I've been studying the science of why deals actually close.

Not the legal mechanics. Not the financial engineering. The human mechanics.

I went deep into behavioral economics. Negotiation science. The research on trust, influence, commitment, and decision-making under uncertainty. I layered all of it against everything I've seen across 160+ transactions — the deals that closed cleanly, the ones that blew up at the finish line, and the ones that should have been killed in week two.

What I built out of that work is a framework I'm calling the 5C Deal Operating System.

It is the closest thing I've developed to a complete field manual for running an acquisition — from the first conversation with a seller to the closing table.

Or to the exit ramp. Because sometimes walking is the right call. And knowing when to walk is part of the system too.


The five stages

Here's the architecture. Every deal that successfully closes moves through these stages. Most buyers skip stages or run them in the wrong order. Both are costly.

The Break Test. Before the 5Cs even begin, elite buyers run a structured triage on every deal. The goal is simple: find the reason to walk before you're emotionally invested. Before you've spent money. Before you've told people about it. Before your brain has started building a post-acquisition identity around this specific business.

The cheapest deal you'll ever kill is the one you kill before the LOI. Most buyers do the opposite — they fall in love, spend money on diligence and attorneys, and then can't walk away even when they clearly should.

Run it cold. Run it early. Run it on every deal.

Convergence. This is where most buyers make their most expensive mistake — and most of them never realize it.

Convergence is not price negotiation. It's not getting close enough on the number and figuring out the rest later.

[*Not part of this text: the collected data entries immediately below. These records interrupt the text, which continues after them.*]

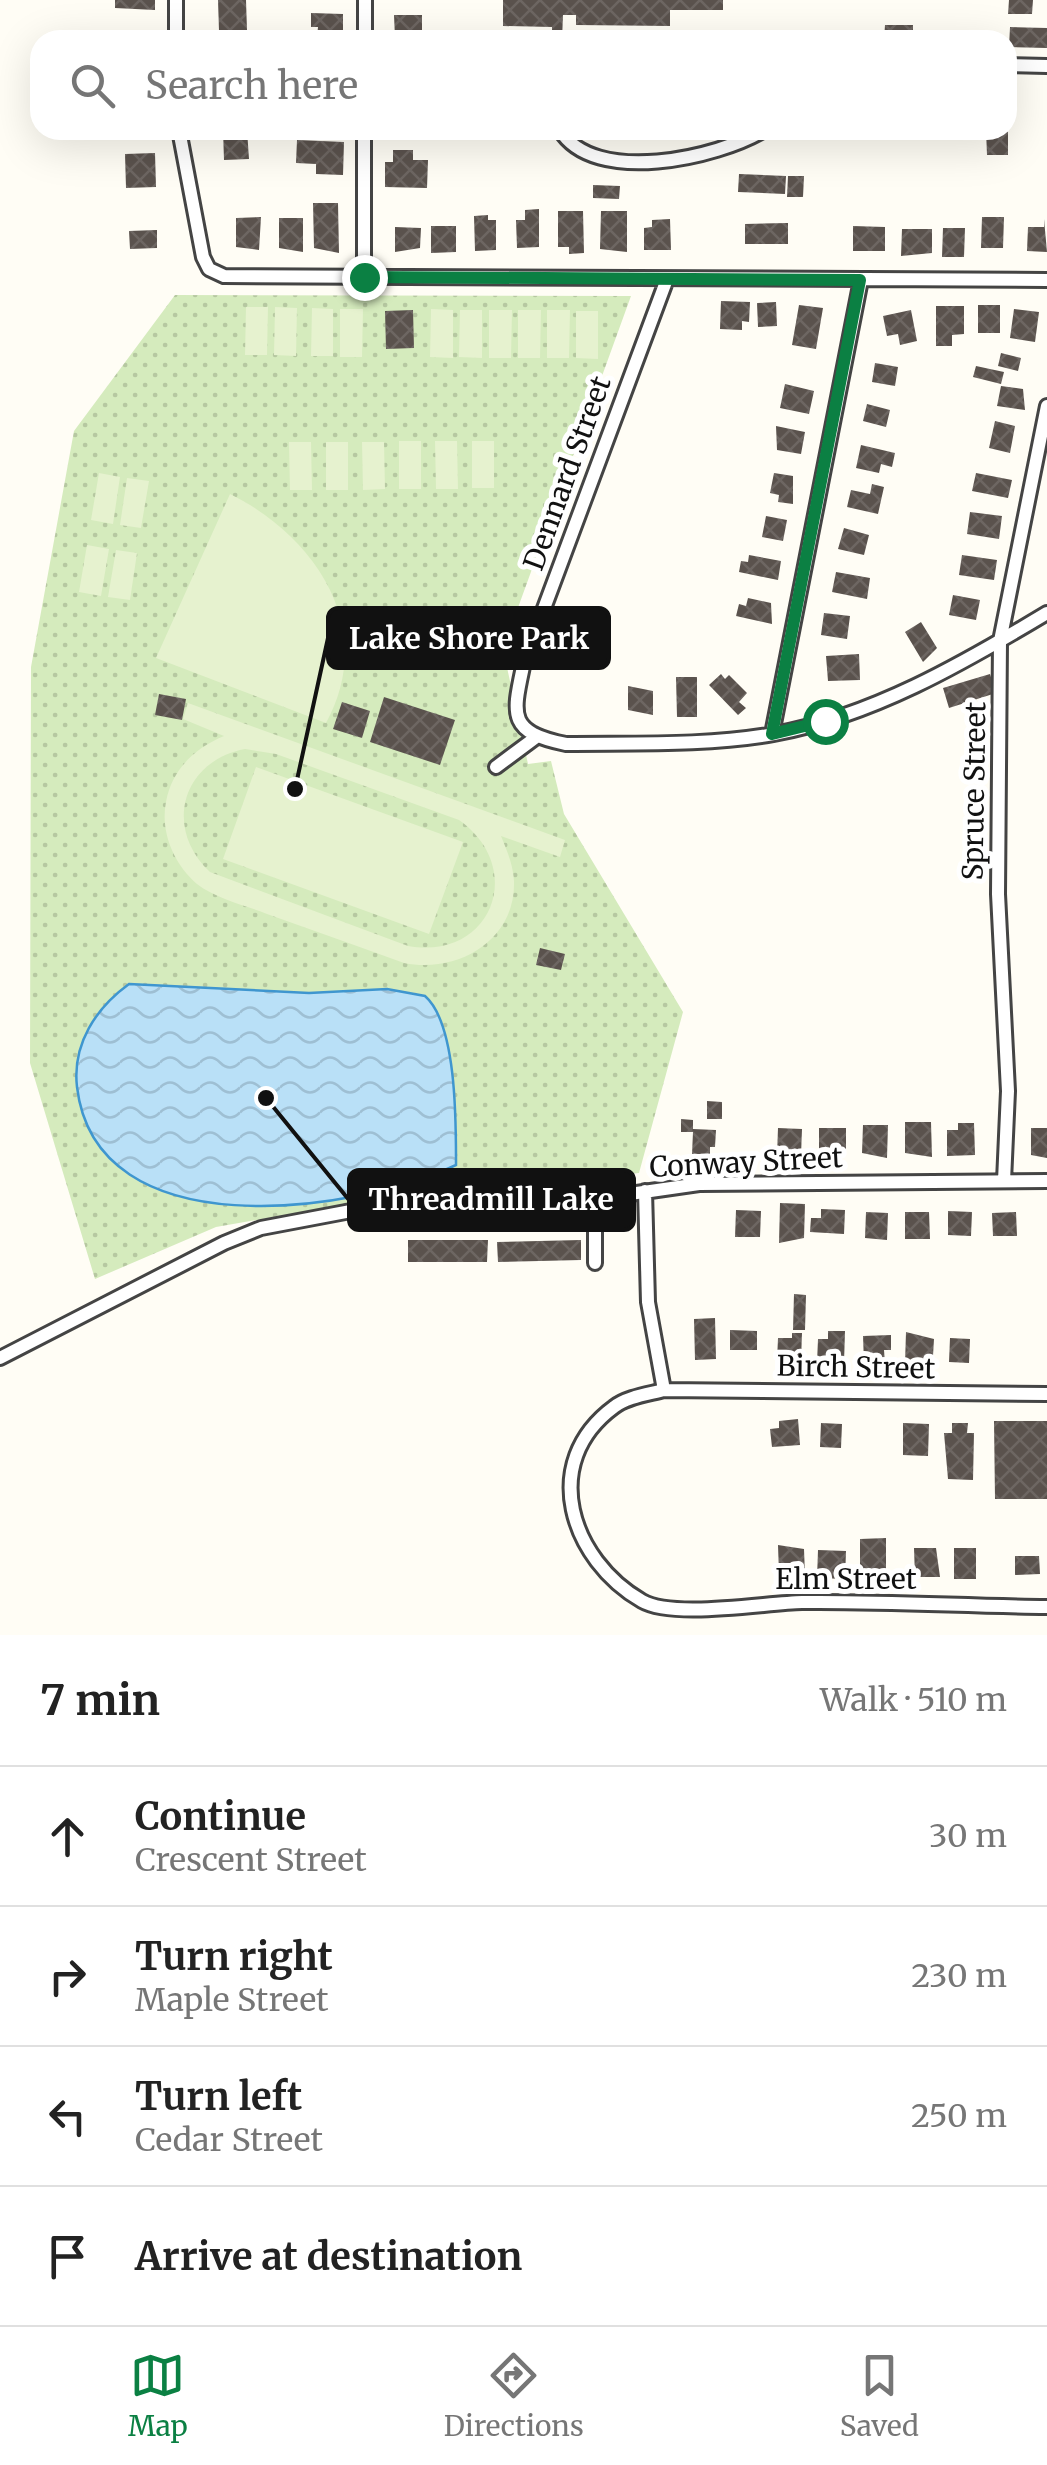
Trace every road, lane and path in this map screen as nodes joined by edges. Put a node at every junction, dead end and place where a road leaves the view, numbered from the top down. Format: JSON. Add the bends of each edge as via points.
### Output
{"nodes":[{"id":1,"x":176,"y":0,"type":"edge"},
{"id":2,"x":365,"y":0,"type":"edge"},
{"id":3,"x":176,"y":30,"type":"edge"},
{"id":4,"x":364,"y":30,"type":"edge"},
{"id":5,"x":1017,"y":65,"type":"edge"},
{"id":6,"x":1047,"y":66,"type":"edge"},
{"id":7,"x":181,"y":140,"type":"edge"},
{"id":8,"x":364,"y":140,"type":"edge"},
{"id":9,"x":572,"y":140,"type":"edge"},
{"id":10,"x":738,"y":140,"type":"edge"},
{"id":11,"x":364,"y":277,"type":"junction"},
{"id":12,"x":667,"y":278,"type":"junction"},
{"id":13,"x":860,"y":280,"type":"junction"},
{"id":14,"x":1047,"y":280,"type":"edge"},
{"id":15,"x":1047,"y":406,"type":"edge"},
{"id":16,"x":1047,"y":613,"type":"edge"},
{"id":17,"x":1000,"y":641,"type":"junction"},
{"id":18,"x":772,"y":734,"type":"junction"},
{"id":19,"x":536,"y":738,"type":"junction"},
{"id":20,"x":496,"y":767,"type":"dead end"},
{"id":21,"x":1004,"y":1182,"type":"junction"},
{"id":22,"x":1047,"y":1182,"type":"edge"},
{"id":23,"x":645,"y":1192,"type":"junction"},
{"id":24,"x":596,"y":1199,"type":"junction"},
{"id":25,"x":595,"y":1263,"type":"dead end"},
{"id":26,"x":0,"y":1358,"type":"edge"},
{"id":27,"x":664,"y":1390,"type":"junction"},
{"id":28,"x":1047,"y":1394,"type":"edge"},
{"id":29,"x":646,"y":1604,"type":"joint"},
{"id":30,"x":1047,"y":1607,"type":"edge"}],
"edges":[{"from":1,"to":3,"type":"street"},
{"from":2,"to":4,"type":"street"},
{"from":5,"to":6,"type":"street"},
{"from":7,"to":11,"type":"street","via":[[209,269],[224,276]]},
{"from":8,"to":11,"type":"street"},
{"from":9,"to":10,"type":"street","via":[[590,156],[617,162],[691,158]]},
{"from":11,"to":12,"type":"street"},
{"from":12,"to":13,"type":"street"},
{"from":12,"to":19,"type":"street","name":"Dennard Street","via":[[524,662],[514,712]]},
{"from":13,"to":14,"type":"street"},
{"from":13,"to":18,"type":"street"},
{"from":15,"to":17,"type":"street","name":"Spruce Street"},
{"from":16,"to":17,"type":"street"},
{"from":17,"to":18,"type":"street","via":[[905,692]]},
{"from":17,"to":21,"type":"street","name":"Spruce Street"},
{"from":18,"to":19,"type":"street","via":[[566,744]]},
{"from":19,"to":20,"type":"street"},
{"from":21,"to":22,"type":"street","name":"Conway Street"},
{"from":21,"to":23,"type":"street","name":"Conway Street","via":[[743,1183]]},
{"from":23,"to":24,"type":"street","name":"Conway Street"},
{"from":23,"to":27,"type":"street","via":[[648,1302]]},
{"from":24,"to":25,"type":"street"},
{"from":24,"to":26,"type":"street","name":"Conway Street","via":[[372,1206],[261,1228]]},
{"from":27,"to":28,"type":"street","name":"Birch Street"},
{"from":27,"to":29,"type":"street","name":"Birch Street","via":[[616,1404],[586,1434],[570,1491],[580,1539],[604,1574]]},
{"from":29,"to":30,"type":"street","name":"Elm Street"}]}
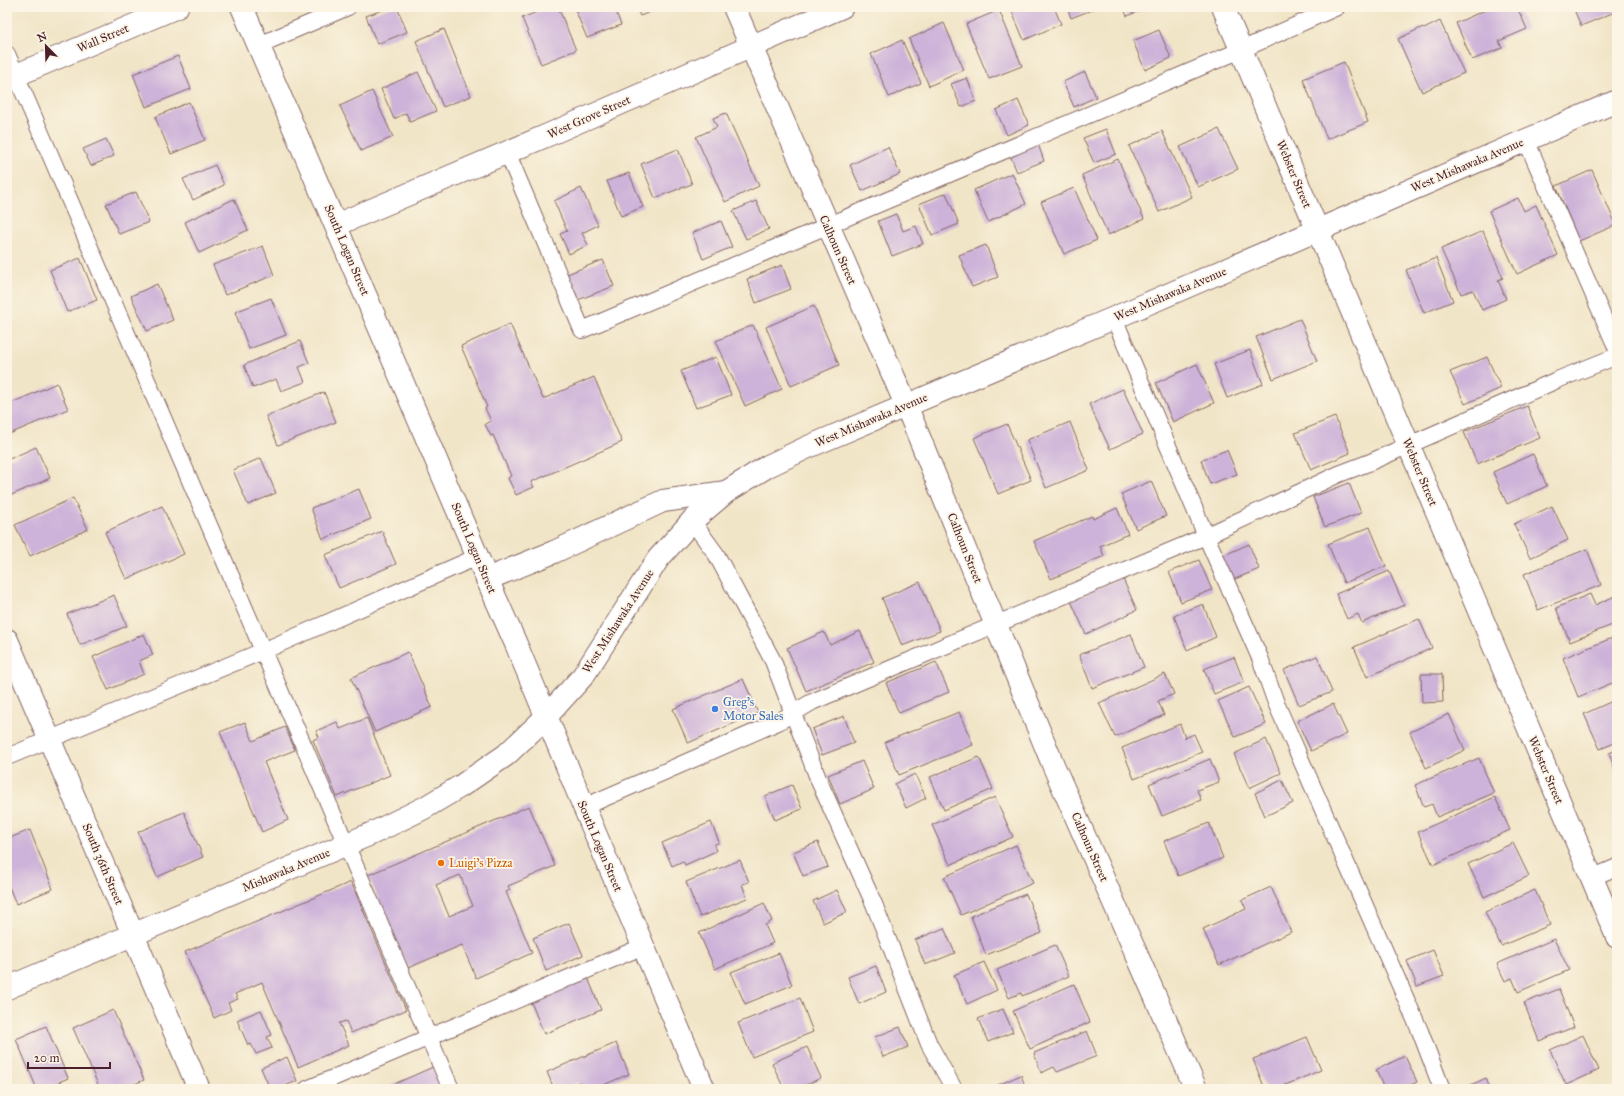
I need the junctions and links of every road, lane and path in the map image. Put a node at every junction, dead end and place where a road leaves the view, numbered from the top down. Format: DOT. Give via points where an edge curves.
graph roads {
  1 [pos="177,7"];
  2 [pos="242,7"];
  3 [pos="348,7"];
  4 [pos="734,7"];
  5 [pos="842,7"];
  6 [pos="1223,7"];
  7 [pos="1337,7"];
  8 [pos="259,45"];
  9 [pos="750,46"];
  10 [pos="1241,50"];
  11 [pos="7,54"];
  12 [pos="12,77"];
  13 [pos="1617,100"];
  14 [pos="1526,140"];
  15 [pos="507,152"];
  16 [pos="336,224"];
  17 [pos="827,225"];
  18 [pos="1317,230"];
  19 [pos="1114,318"];
  20 [pos="1617,349"];
  21 [pos="1617,356"];
  22 [pos="906,405"];
  23 [pos="1408,445"];
  24 [pos="726,492"];
  25 [pos="692,521"];
  26 [pos="1206,536"];
  27 [pos="478,557"];
  28 [pos="487,579"];
  29 [pos="996,624"];
  30 [pos="7,640"];
  31 [pos="263,651"];
  32 [pos="794,713"];
  33 [pos="546,717"];
  34 [pos="50,739"];
  35 [pos="7,757"];
  36 [pos="584,807"];
  37 [pos="346,844"];
  38 [pos="1617,867"];
  39 [pos="1591,878"];
  40 [pos="133,935"];
  41 [pos="1617,937"];
  42 [pos="644,946"];
  43 [pos="7,988"];
  44 [pos="429,1037"];
  45 [pos="198,1089"];
  46 [pos="306,1089"];
  47 [pos="451,1089"];
  48 [pos="704,1089"];
  49 [pos="954,1089"];
  50 [pos="1196,1089"];
  51 [pos="1442,1089"];
  1 -- 12 [label="street, Wall Street"];
  2 -- 8 [label="street, South Logan Street"];
  3 -- 8 [label="lane"];
  4 -- 9 [label="street, Calhoun Street"];
  5 -- 9 [label="street, West Grove Street"];
  6 -- 10 [label="street, Webster Street"];
  7 -- 10 [label="lane"];
  8 -- 16 [label="street, South Logan Street"];
  9 -- 15 [label="street, West Grove Street"];
  9 -- 17 [label="street, Calhoun Street"];
  10 -- 17 [label="lane"];
  10 -- 18 [label="street, Webster Street"];
  11 -- 12 [label="lane"];
  12 -- 31 [label="lane"];
  13 -- 14 [label="street, West Mishawaka Avenue"];
  14 -- 18 [label="street, West Mishawaka Avenue"];
  14 -- 20 [label="lane"];
  15 -- 16 [label="street, West Grove Street"];
  15 -- 17 [label="lane" via="582,330"];
  16 -- 27 [label="street, South Logan Street"];
  17 -- 22 [label="street, Calhoun Street"];
  18 -- 19 [label="street, West Mishawaka Avenue"];
  18 -- 23 [label="street, Webster Street"];
  19 -- 22 [label="street, West Mishawaka Avenue"];
  19 -- 26 [label="lane"];
  21 -- 23 [label="lane"];
  22 -- 24 [label="street, West Mishawaka Avenue" via="775,462"];
  22 -- 29 [label="street, Calhoun Street"];
  23 -- 26 [label="lane"];
  23 -- 39 [label="street, Webster Street" via="1499,655"];
  24 -- 25 [label="street, West Mishawaka Avenue"];
  24 -- 28 [label="street, West Mishawaka Avenue" via="663,501 554,552"];
  25 -- 32 [label="lane" via="716,554 773,661"];
  25 -- 33 [label="street, West Mishawaka Avenue" via="658,559 583,676"];
  26 -- 29 [label="lane"];
  26 -- 51 [label="lane" via="1260,658 1276,703 1420,1031"];
  27 -- 28 [label="street, South Logan Street"];
  27 -- 31 [label="lane"];
  28 -- 33 [label="street, South Logan Street"];
  29 -- 32 [label="lane" via="812,702"];
  29 -- 50 [label="street, Calhoun Street" via="1054,767"];
  30 -- 34 [label="street, South 36th Street"];
  31 -- 34 [label="lane"];
  31 -- 37 [label="lane"];
  32 -- 36 [label="lane"];
  32 -- 49 [label="lane" via="819,781 874,904 929,1044"];
  33 -- 36 [label="street, South Logan Street"];
  33 -- 37 [label="street, Mishawaka Avenue" via="506,755 462,786 424,808"];
  34 -- 35 [label="lane"];
  34 -- 40 [label="street, South 36th Street"];
  36 -- 42 [label="street, South Logan Street"];
  37 -- 40 [label="street, Mishawaka Avenue"];
  37 -- 44 [label="lane"];
  38 -- 39 [label="lane"];
  39 -- 41 [label="street, Webster Street"];
  40 -- 43 [label="street, Mishawaka Avenue"];
  40 -- 45 [label="street, South 36th Street"];
  42 -- 44 [label="lane"];
  42 -- 48 [label="street, South Logan Street"];
  44 -- 46 [label="lane"];
  44 -- 47 [label="lane"];
}
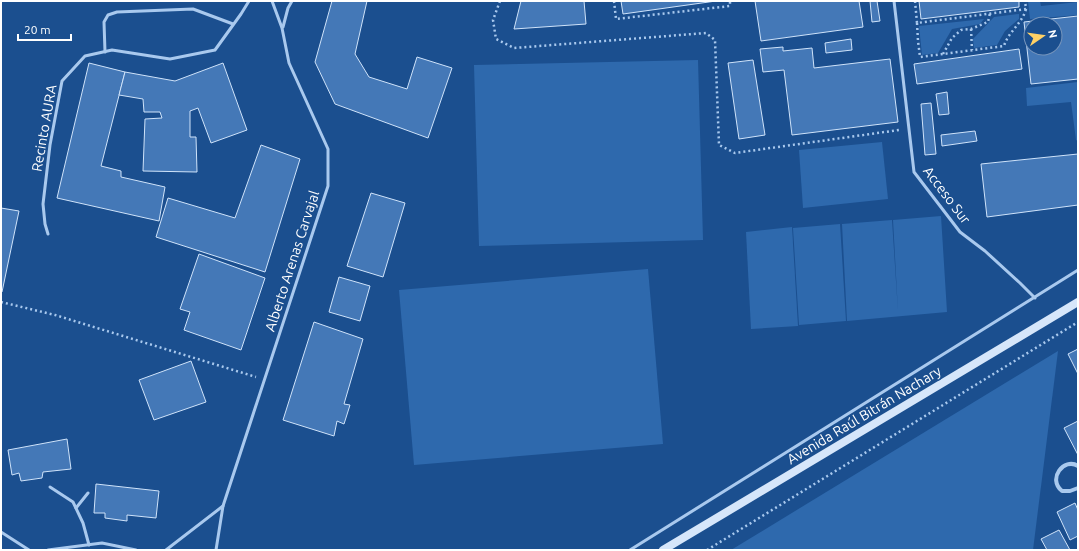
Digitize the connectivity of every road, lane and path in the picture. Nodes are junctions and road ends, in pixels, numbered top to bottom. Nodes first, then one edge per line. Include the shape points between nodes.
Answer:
1 (249, 1) edge
2 (272, 1) edge
3 (292, 1) edge
4 (500, 1) edge
5 (614, 1) edge
6 (730, 1) edge
7 (894, 1) edge
8 (915, 1) edge
9 (1025, 1) edge
10 (1026, 9) junction
11 (990, 14) junction
12 (917, 23) junction
13 (234, 24) junction
14 (282, 28) junction
15 (971, 30) junction
16 (972, 50) junction
17 (105, 52) junction
18 (943, 54) junction
19 (909, 129) junction
20 (48, 234) dead end
21 (1078, 270) edge
22 (1035, 298) junction
23 (1, 302) edge
24 (1078, 302) edge
25 (1078, 322) edge
26 (265, 380) junction
27 (1078, 466) edge
28 (50, 487) dead end
29 (1078, 488) edge
30 (88, 493) dead end
31 (223, 506) junction
32 (76, 508) junction
33 (1, 532) edge
34 (89, 545) junction
35 (29, 550) edge
36 (48, 550) edge
37 (136, 550) edge
38 (166, 550) edge
39 (216, 550) edge
40 (630, 550) edge
41 (663, 550) edge
42 (707, 550) edge

1 - 13 lane, Recinto AURA
2 - 14 lane, Alberto Arenas Carvajal
3 - 14 lane
4 - 19 path via 493,20 496,39 514,48 706,33 715,40 719,145 735,152
5 - 6 path via 616,20 730,6
7 - 19 lane, Acceso Sur
8 - 12 path
9 - 10 path
10 - 11 path
10 - 16 path via 1024,17 1006,39 1004,46
11 - 12 path
11 - 15 path via 988,22
12 - 18 path via 920,57
13 - 17 lane, Recinto AURA via 215,50 170,59 112,50
13 - 17 lane via 193,9 117,12 108,15 104,22
14 - 26 lane, Alberto Arenas Carvajal via 289,63 328,150 328,186
15 - 16 path
15 - 18 path via 961,30 952,38
16 - 18 path
17 - 20 lane, Recinto AURA via 85,56 62,81 50,145 43,204
19 - 22 lane, Acceso Sur via 914,172 929,193 960,232 985,251
21 - 22 lane
22 - 40 lane
23 - 26 path via 55,315
24 - 41 main road, Avenida Raúl Bitrán Nachary
25 - 42 path
26 - 31 lane, Alberto Arenas Carvajal
27 - 29 street via 1073,464 1062,468 1056,481 1062,491
28 - 32 lane via 73,502
30 - 32 lane
31 - 38 lane
31 - 39 lane, Alberto Arenas Carvajal
32 - 34 lane
33 - 35 lane
34 - 36 lane
34 - 37 lane via 102,543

Here's the thing about "later" that nobody talks about. Every day that passes in a deal, every dollar you spend, every conversation you have — your leverage goes down. Not because anything changed in the business. Because the seller can feel how invested you are. And the more invested you are, the less willing they are to give you anything they don't have to.

The hard conversations that would have cost you nothing in week two will cost you real concessions in week ten. If they happen at all.

True Convergence means having those conversations early. Written alignment on price, structure, risk, timing, and transition — before the LOI, not after. There's a real cost to punting hard decisions. We'll get into exactly what it looks like in the next issue.

Connection. Sellers don't sell to the highest offer. They sell to the buyer they trust with their life's work.

This is the most underestimated force in SMB acquisitions. Connection is not schmoozing. It's the deliberate establishment of trust as a strategic asset — and it requires understanding something most buyers completely overlook: not every seller is the same, and the approach that works with one type will kill a deal with another.

Commitment. Here's the stage most buyers don't know exists.

Once you have alignment and trust, the job isn't done. Deals have a natural tendency to drift — toward delay, toward doubt, toward the seller re-engaging with other buyers or simply losing momentum. The 1% buyer engineers forward pressure deliberately. Through small agreements that stack. Through investments of time and effort that create psychological momentum. Through a particular kind of LOI that does something most LOIs never do.

More on this next issue.

Conviction. Every deal has a finish line — and both sides need to be able to see it.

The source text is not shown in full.